Mir Bozhiy (God's World, Мир божий) was a Russian monthly magazine published in Saint Petersburg in 1892–1906. It was edited first by Viktor Ostrogorsky (1892-1901), then by Fyodor Batyushkov (1902-1906). In July 1906 Mir Bozhiy was closed by censors. The publisher of the magazine was Alexandra Davydova, mother-in-law of Alexander Kuprin.

History
The publication's original intention was to promote self-education by popularizing science and history. By mid-1890, due largely to Angel Bogdanovich (who instigated on the journal's pages a well-publicized polemic with narodniks), it became more politically aware. Attracting Marxist (mainly the so-called Legal Marxists: Pyotr Struve, Mikhail Tugan-Baranovsky, Nikolai Berdyaev and others) authors and readership, it became popular among liberal and radical Russian intelligentsia.

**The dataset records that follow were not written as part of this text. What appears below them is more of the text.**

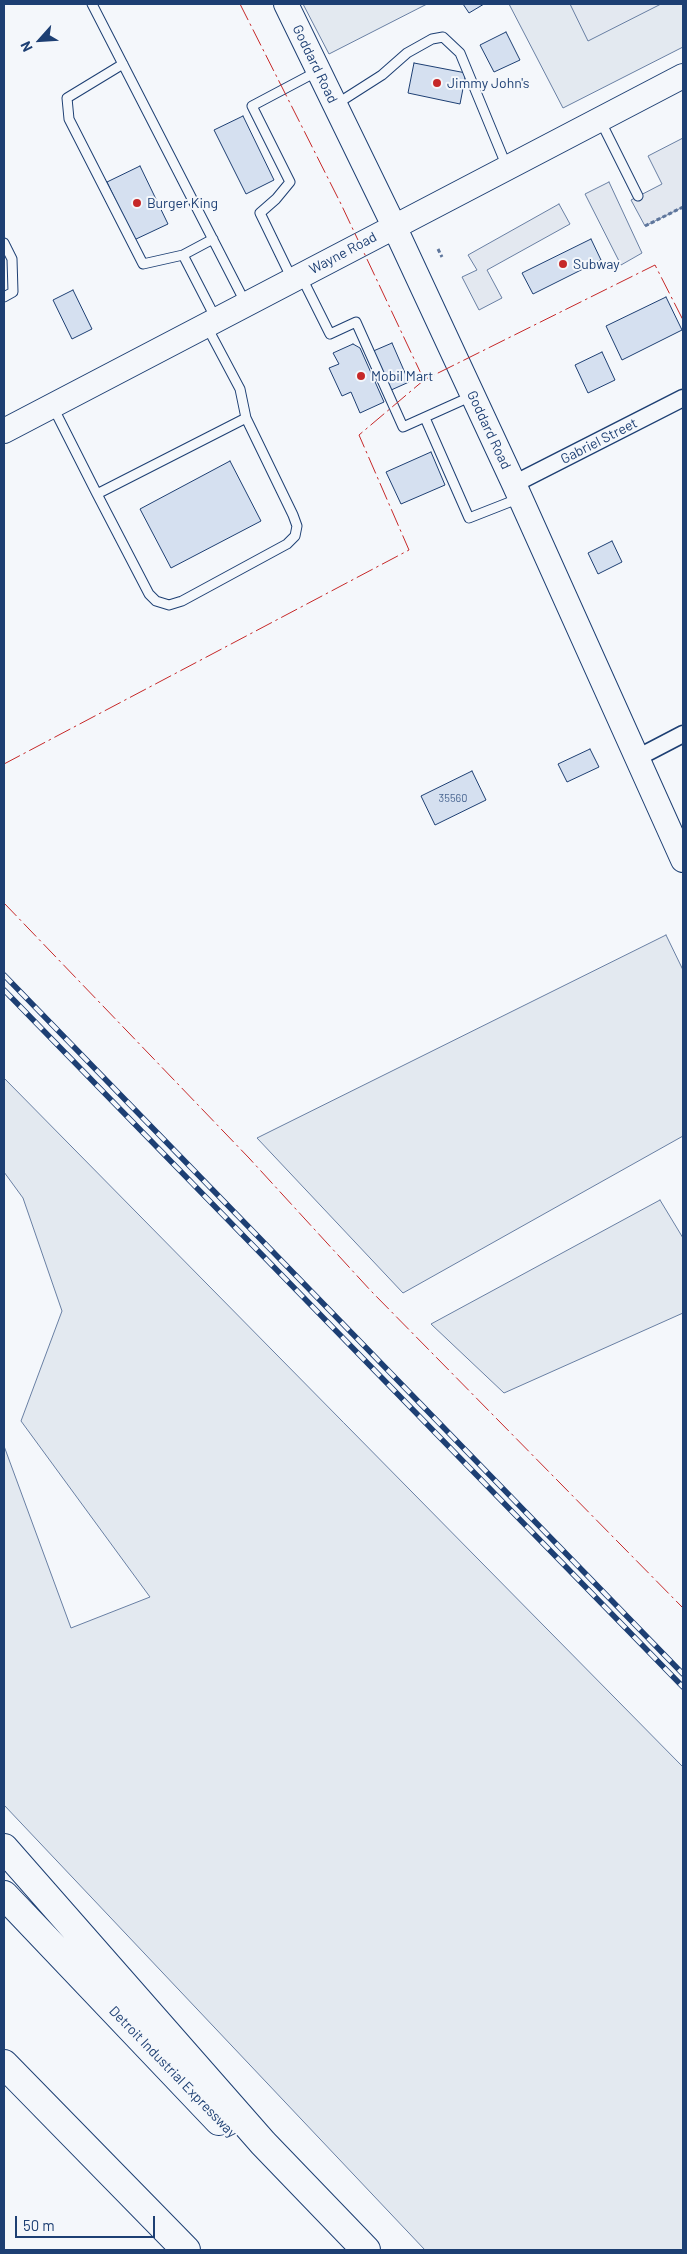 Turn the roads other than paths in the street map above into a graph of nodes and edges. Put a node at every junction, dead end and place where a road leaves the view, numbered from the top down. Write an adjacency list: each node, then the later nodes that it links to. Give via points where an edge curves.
1 (92, 4): 3 (lane)
2 (286, 4): 4 (main road, Goddard Road)
3 (122, 64): 11 (lane); 13 (lane, via 67,98 69,119 143,264)
4 (318, 71): 6 (main road, Goddard Road); 14 (lane, via 252,106 290,182 260,213)
5 (683, 76): 7 (main road, Wayne Road)
6 (335, 105): 8 (lane, via 382,75 407,53 442,37 460,53); 10 (main road, Goddard Road)
7 (600, 120): 8 (main road, Wayne Road); 9 (lane)
8 (507, 167): 10 (main road, Wayne Road)
9 (638, 196)
10 (394, 226): 14 (main road, Wayne Road); 18 (main road, Goddard Road)
11 (212, 239): 13 (lane); 16 (lane)
12 (4, 243): 15 (lane, via 12,259 12,292)
13 (184, 255): 17 (lane)
14 (296, 277): 16 (main road, Wayne Road); 22 (lane, via 330,334 356,322 403,427)
15 (4, 296)
16 (246, 304): 17 (main road, Wayne Road)
17 (211, 322): 20 (main road, Wayne Road); 21 (lane, via 240,389)
18 (473, 396): 22 (lane); 24 (main road, Goddard Road)
19 (683, 398): 24 (street, Gabriel Street)
20 (52, 405): 23 (main road, Wayne Road); 25 (lane)
21 (246, 418): 25 (lane); 25 (lane, via 293,514 297,526 295,536 287,544 182,601 169,605 156,601 149,594)
22 (425, 418): 24 (lane, via 469,518)
23 (4, 431)
24 (517, 491): 27 (main road, Goddard Road)
25 (97, 494)
26 (683, 734): 27 (street)
27 (637, 758): 28 (main road, Goddard Road)
28 (683, 860)
29 (4, 1848): 34 (highway, via 263,2143)
30 (4, 1894): 33 (highway, Detroit Industrial Expressway)
31 (4, 2064): 32 (highway)
32 (186, 2250)
33 (343, 2250)
34 (366, 2250) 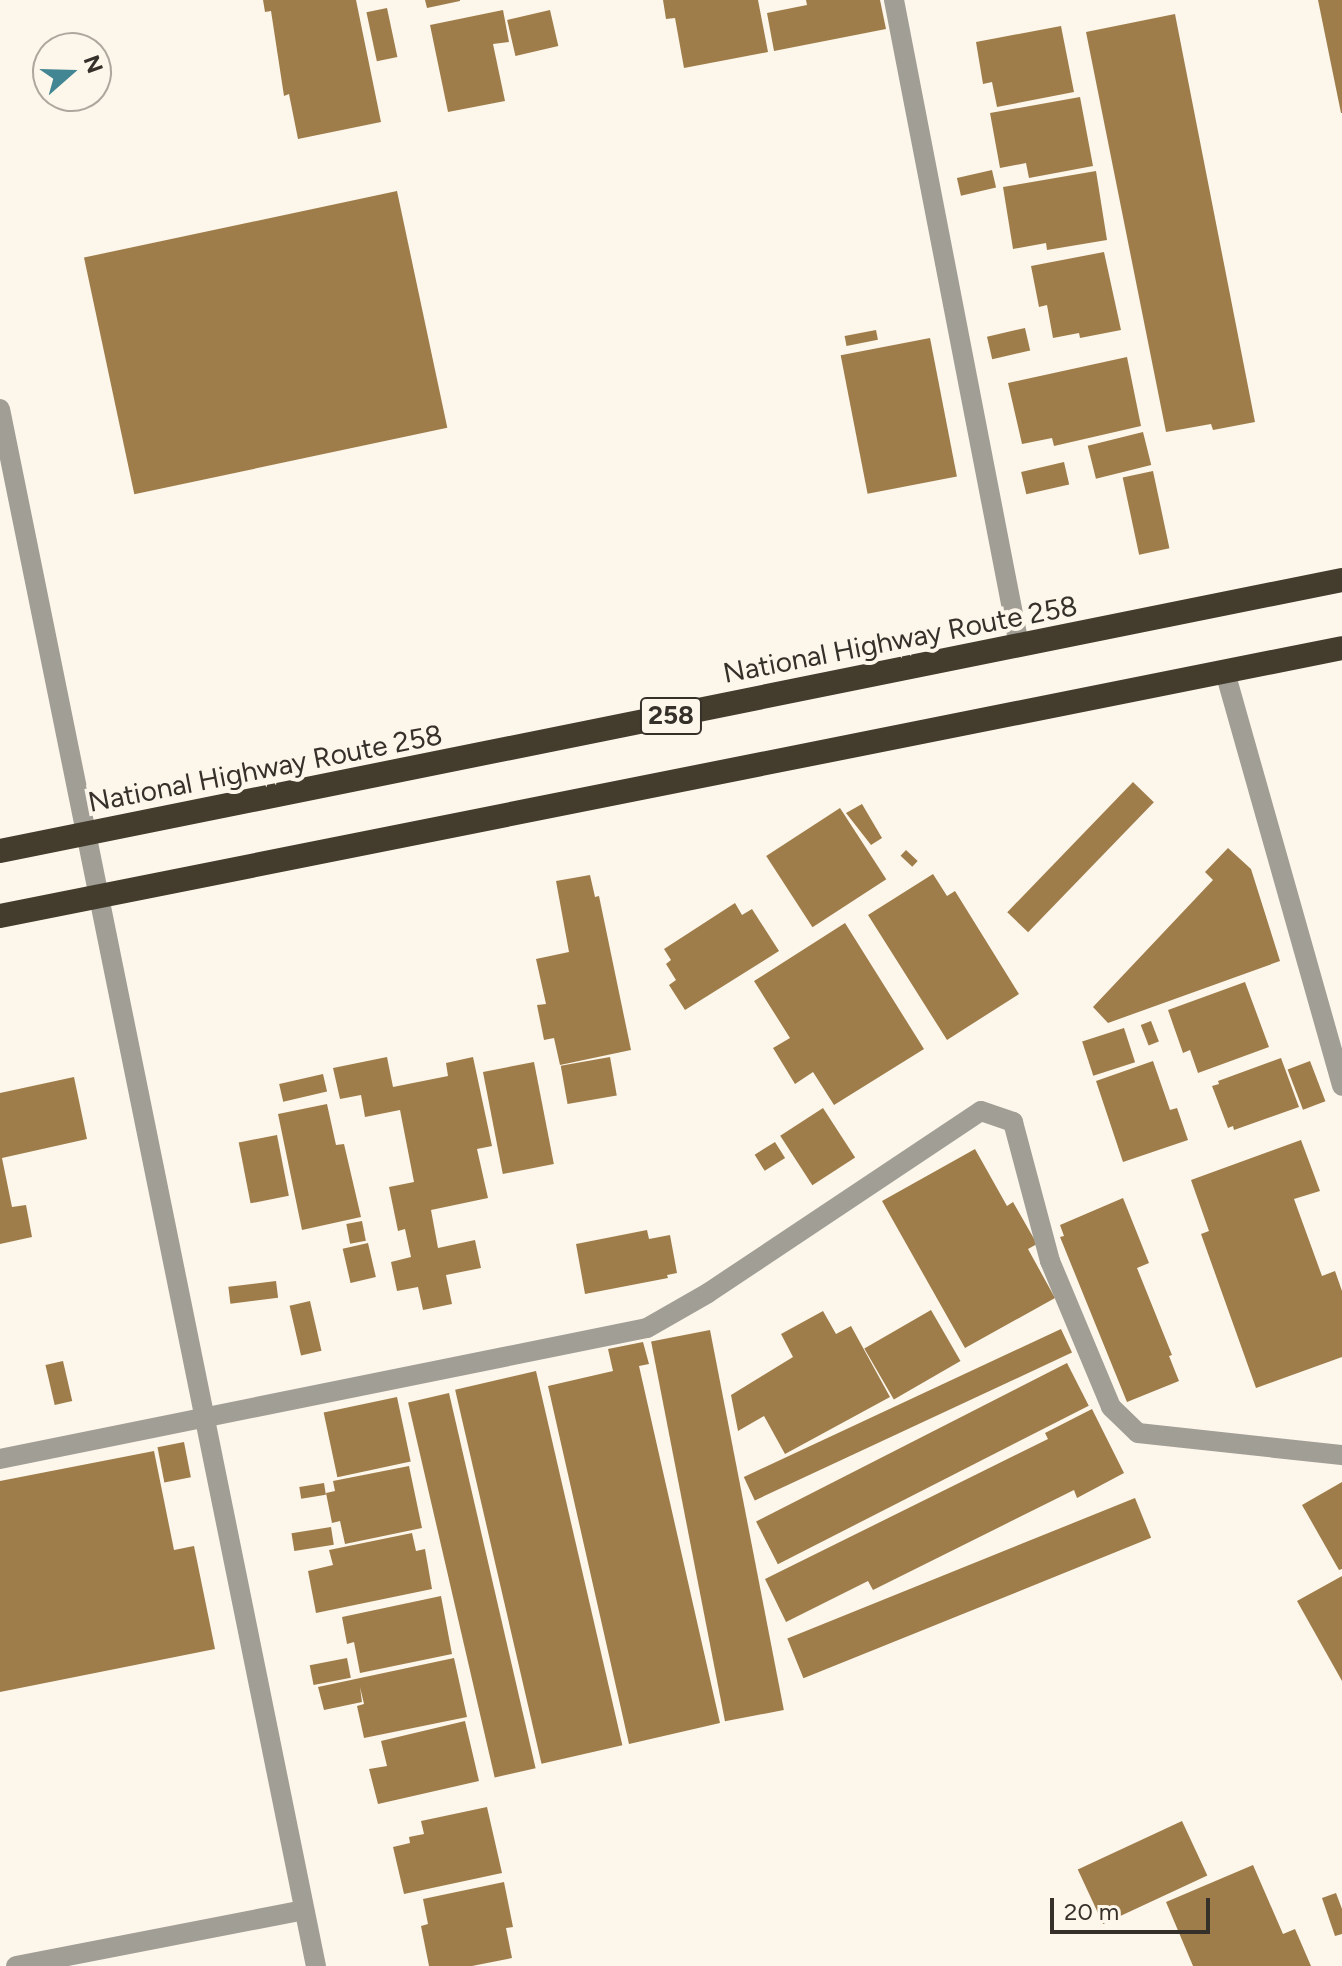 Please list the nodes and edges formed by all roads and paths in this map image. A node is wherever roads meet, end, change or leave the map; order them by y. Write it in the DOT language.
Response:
graph roads {
  1 [pos="894,0"];
  2 [pos="0,409"];
  3 [pos="1342,580"];
  4 [pos="1019,645"];
  5 [pos="1342,648"];
  6 [pos="1225,672"];
  7 [pos="87,834"];
  8 [pos="0,851"];
  9 [pos="100,894"];
  10 [pos="0,916"];
  11 [pos="1342,1086"];
  12 [pos="206,1418"];
  13 [pos="1342,1455"];
  14 [pos="0,1459"];
  15 [pos="304,1910"];
  16 [pos="16,1966"];
  17 [pos="316,1966"];
  1 -- 4 [label="street"];
  2 -- 7 [label="street"];
  3 -- 4 [label="highway, National Highway Route 258 / 258"];
  4 -- 7 [label="highway, National Highway Route 258 / 258"];
  5 -- 6 [label="highway, 258"];
  6 -- 9 [label="highway, 258"];
  6 -- 11 [label="street"];
  7 -- 8 [label="highway, National Highway Route 258 / 258"];
  7 -- 9 [label="street"];
  9 -- 10 [label="highway, 258"];
  9 -- 12 [label="street"];
  12 -- 13 [label="street"];
  12 -- 14 [label="street"];
  12 -- 15 [label="street"];
  15 -- 16 [label="street"];
  15 -- 17 [label="street"];
}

The literary criticism section was edited by Bogdanovich, Vladimir Kranikhfeld and Nevedomsky. Among the magazine's regular contributors were Vikenty Veresaev, Leonid Andreev, Ivan Bunin, Alexander Kuprin, Mikhail Artsybashev, Dmitry Mamin-Sibiryak, Ignaty Potapenko, Nikolai Garin-Mikhailovsky (fiction); Ivan Ivanov, Pavel Milyukov, Yevgeny Tarle, Fyodor Batyushkov, Evgeny Anichkov, Nestor Kotlyarevsky (non-fiction).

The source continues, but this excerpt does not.